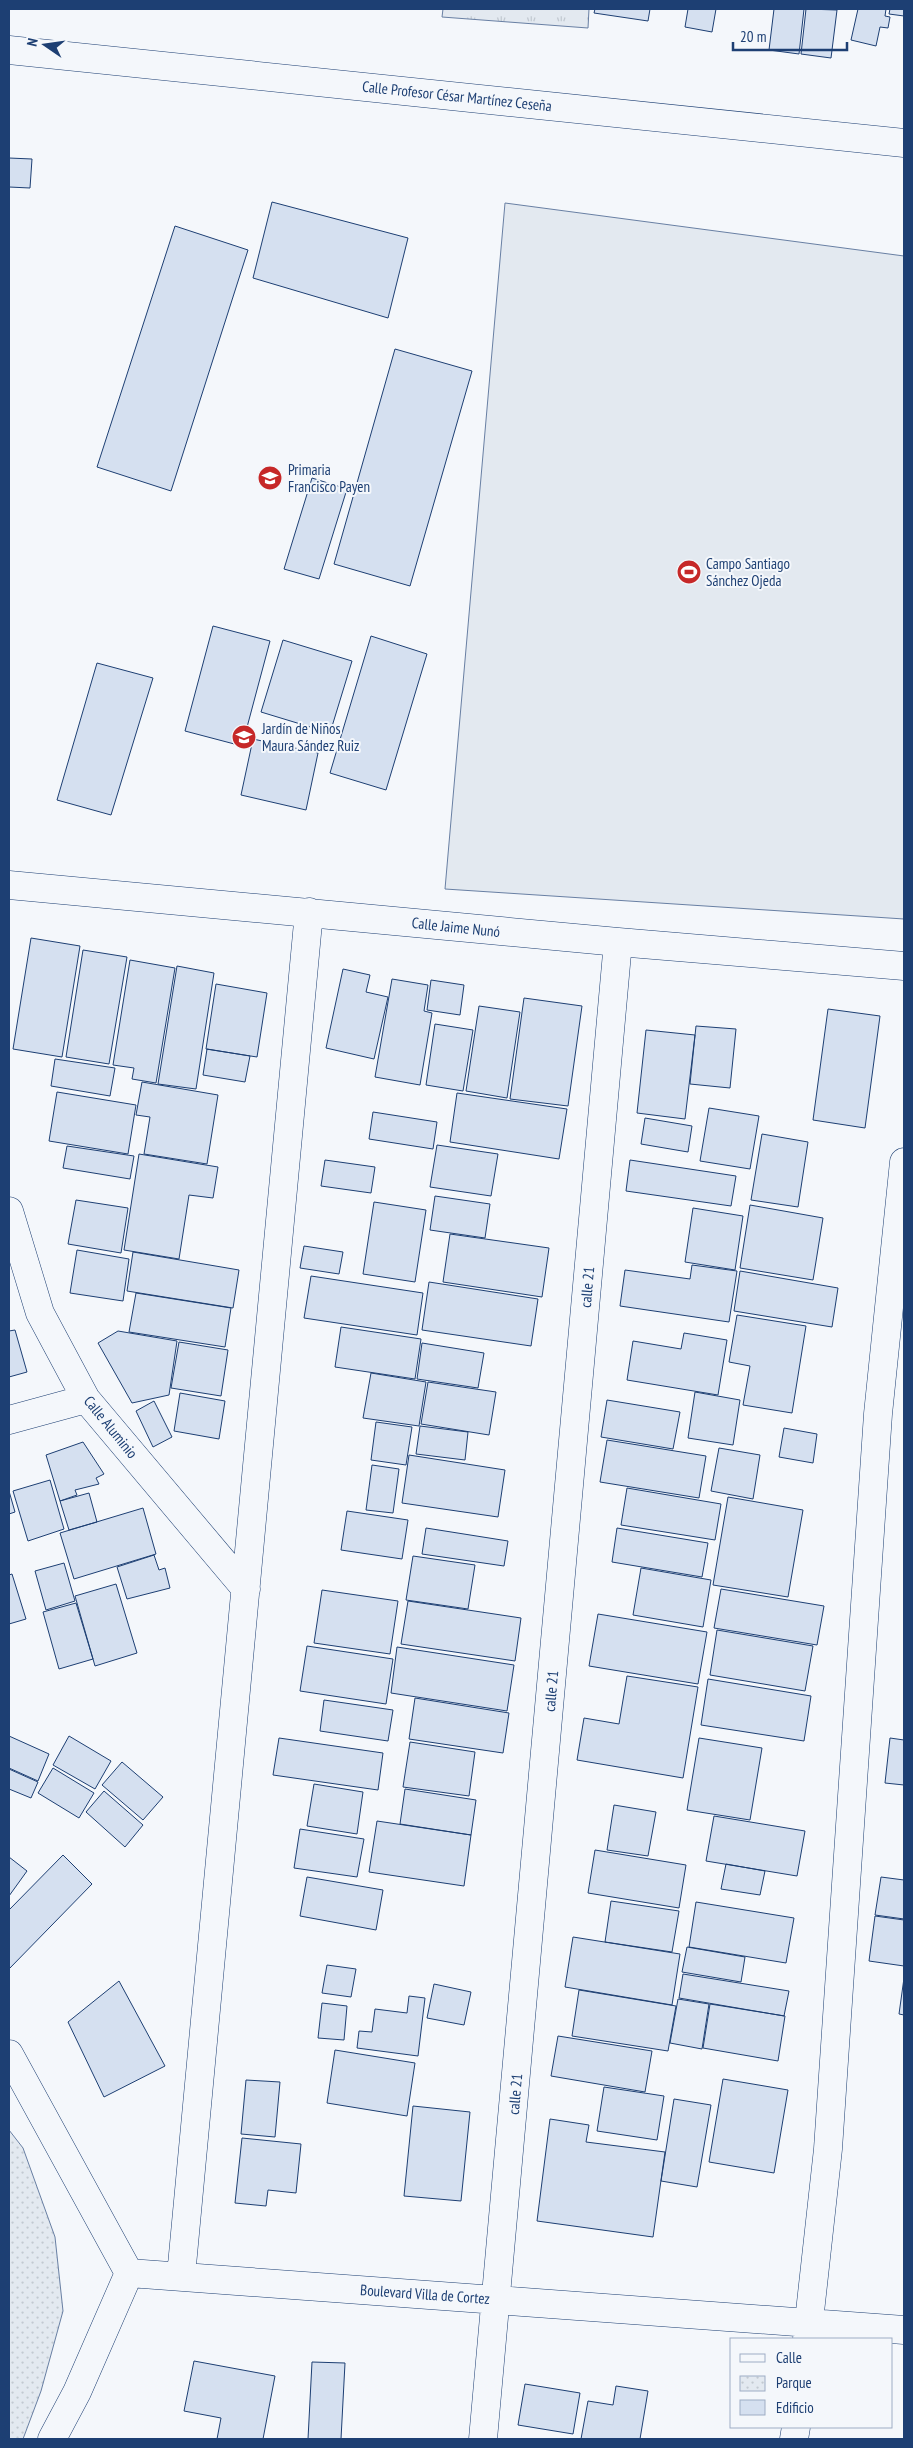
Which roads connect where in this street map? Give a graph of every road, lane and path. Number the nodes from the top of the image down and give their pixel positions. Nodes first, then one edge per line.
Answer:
1 (9, 50) edge
2 (904, 143) edge
3 (9, 886) edge
4 (309, 912) junction
5 (618, 942) junction
6 (904, 966) edge
7 (904, 1162) edge
8 (9, 1211) edge
9 (86, 1399) junction
10 (9, 1420) edge
11 (246, 1589) junction
12 (9, 2054) edge
13 (128, 2272) junction
14 (181, 2276) junction
15 (496, 2300) junction
16 (904, 2330) edge
17 (808, 2331) edge
18 (52, 2439) edge
19 (483, 2439) edge

1 - 2 street, Calle Profesor César Martínez Ceseña
3 - 4 street, Calle Jaime Nunó
4 - 5 street, Calle Jaime Nunó
4 - 11 street
5 - 6 street, Calle Jaime Nunó
5 - 15 street, calle 21
7 - 17 street
8 - 9 street, Calle Aluminio
9 - 10 street
9 - 11 street, Calle Aluminio
11 - 14 street
12 - 13 street
13 - 14 street, Boulevard Villa de Cortez
13 - 18 street
14 - 15 street, Boulevard Villa de Cortez
15 - 17 street, Boulevard Villa de Cortez
15 - 19 street, calle 21
16 - 17 street, Boulevard Villa de Cortez

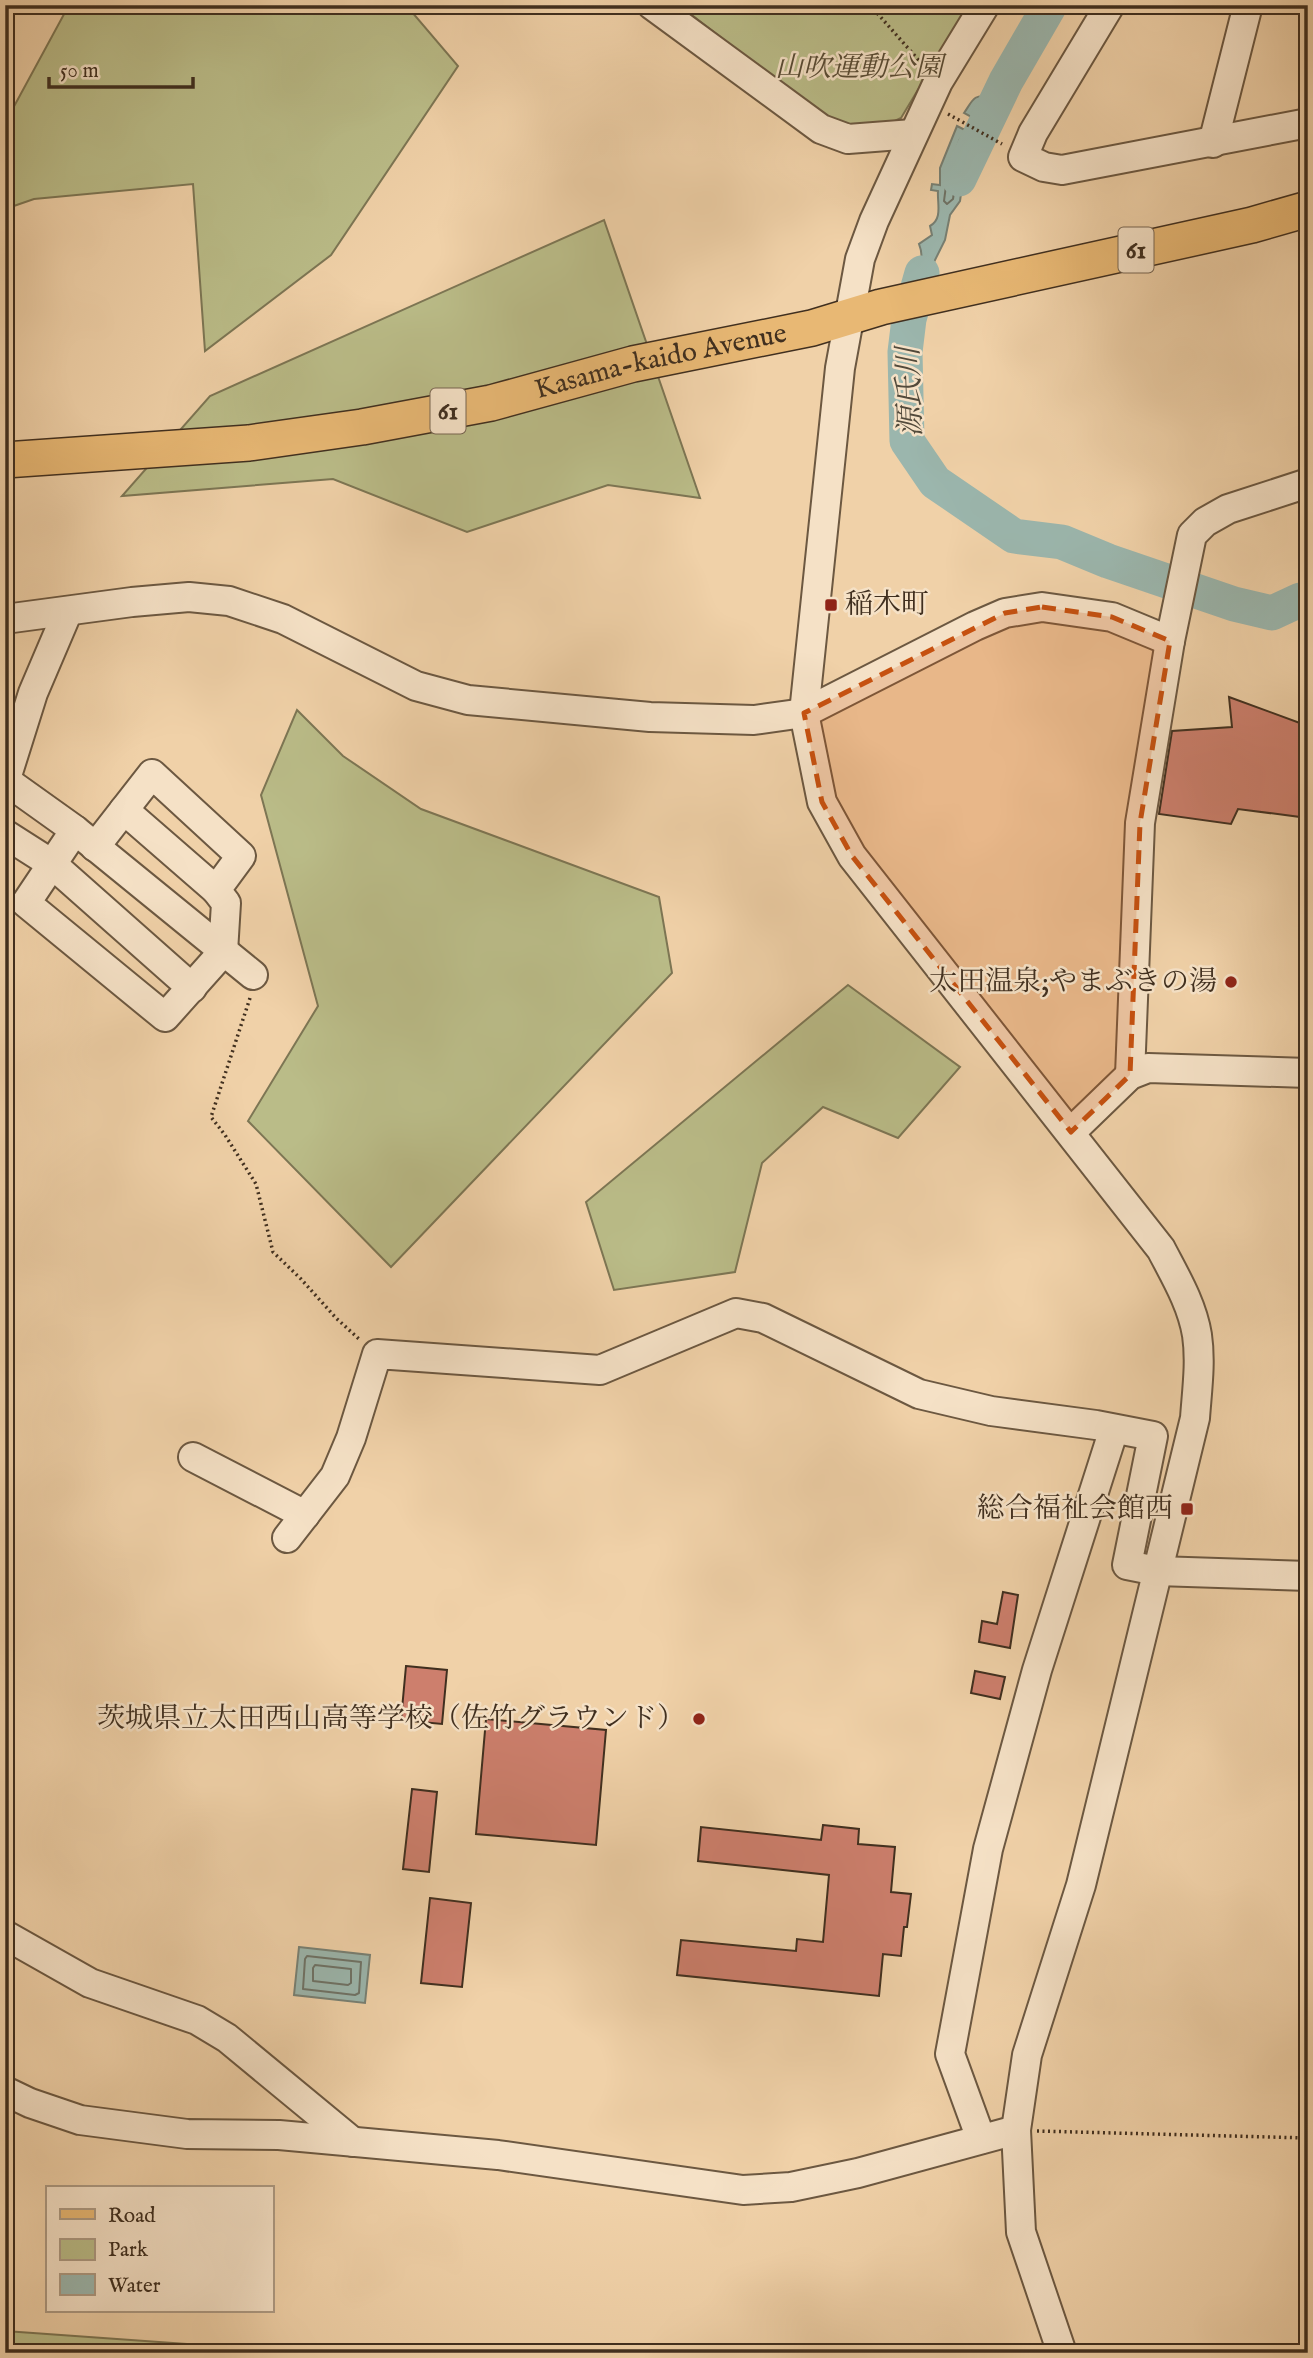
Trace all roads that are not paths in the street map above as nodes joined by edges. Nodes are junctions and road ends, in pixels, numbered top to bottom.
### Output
1 (652, 5) edge
2 (985, 5) edge
3 (1110, 5) edge
4 (1248, 5) edge
5 (1308, 123) edge
6 (914, 134) junction
7 (1213, 143) junction
8 (1308, 209) edge
9 (865, 312) junction
10 (5, 460) edge
11 (1308, 483) edge
12 (68, 611) junction
13 (5, 619) edge
14 (1172, 631) junction
15 (804, 713) junction
16 (6, 781) edge
17 (124, 810) junction
18 (5, 834) edge
19 (85, 838) junction
20 (52, 864) junction
21 (216, 890) junction
22 (223, 952) junction
23 (253, 975) road end
24 (192, 988) junction
25 (1308, 1073) edge
26 (1129, 1074) junction
27 (1071, 1132) junction
28 (1114, 1429) junction
29 (193, 1457) dead end
30 (305, 1515) junction
31 (287, 1538) dead end
32 (1157, 1571) junction
33 (1308, 1576) edge
34 (5, 1935) edge
35 (5, 2091) edge
36 (1016, 2130) junction
37 (981, 2139) junction
38 (352, 2142) junction
39 (1062, 2353) edge

1 - 6 street
2 - 6 street
3 - 7 street
4 - 7 street
5 - 7 street
6 - 9 street
8 - 9 main road, Kasama-kaido Avenue / 61
9 - 10 main road, Kasama-kaido Avenue / 61
9 - 15 street
11 - 14 street
12 - 13 street
12 - 15 street
12 - 16 street
14 - 15 street
14 - 26 street
15 - 27 street
16 - 19 street
17 - 19 street
17 - 21 street
17 - 21 street
18 - 20 street
19 - 20 street
19 - 22 street
20 - 24 street
20 - 24 street
21 - 22 street
22 - 23 street
22 - 24 street
25 - 26 street
26 - 27 street
27 - 32 street
28 - 30 street
28 - 32 street
28 - 37 street
29 - 30 street
30 - 31 street
32 - 33 street
32 - 36 street
34 - 38 street
35 - 38 street
36 - 37 street
36 - 39 street
37 - 38 street

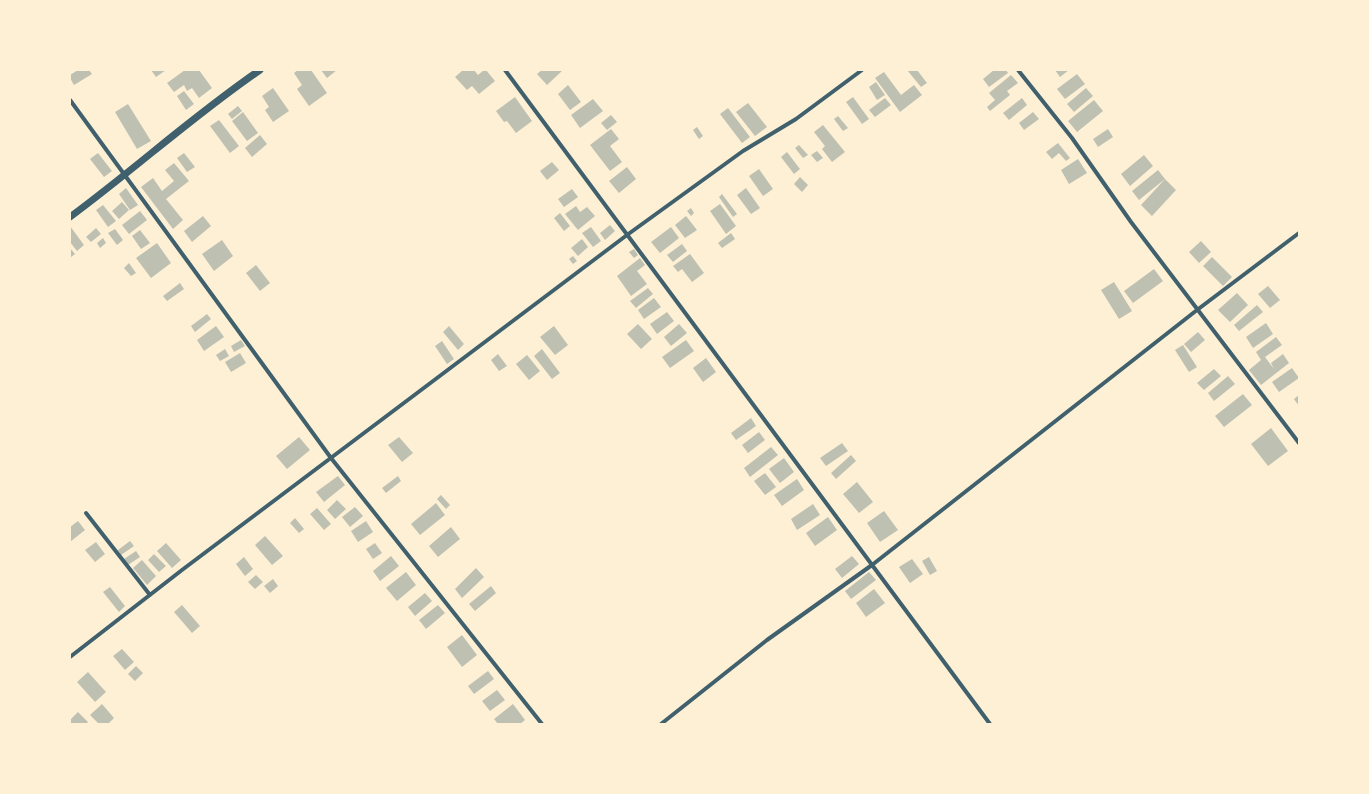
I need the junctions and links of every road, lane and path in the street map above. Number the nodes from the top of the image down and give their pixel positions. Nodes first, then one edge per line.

=-=-=

Read through the lines above and collect those that contain the string "every".

- [Exercise response]
Which roads connect where in this street map? Give a graph of every road, lane and path. Number the nodes from the top of the image down and give their pixel positions. Nodes first, then one edge per line.
I need the junctions and links of every road, lane and path in the street map above. Number the nodes from the top of the image down and give their pixel positions. Nodes first, then one edge per line.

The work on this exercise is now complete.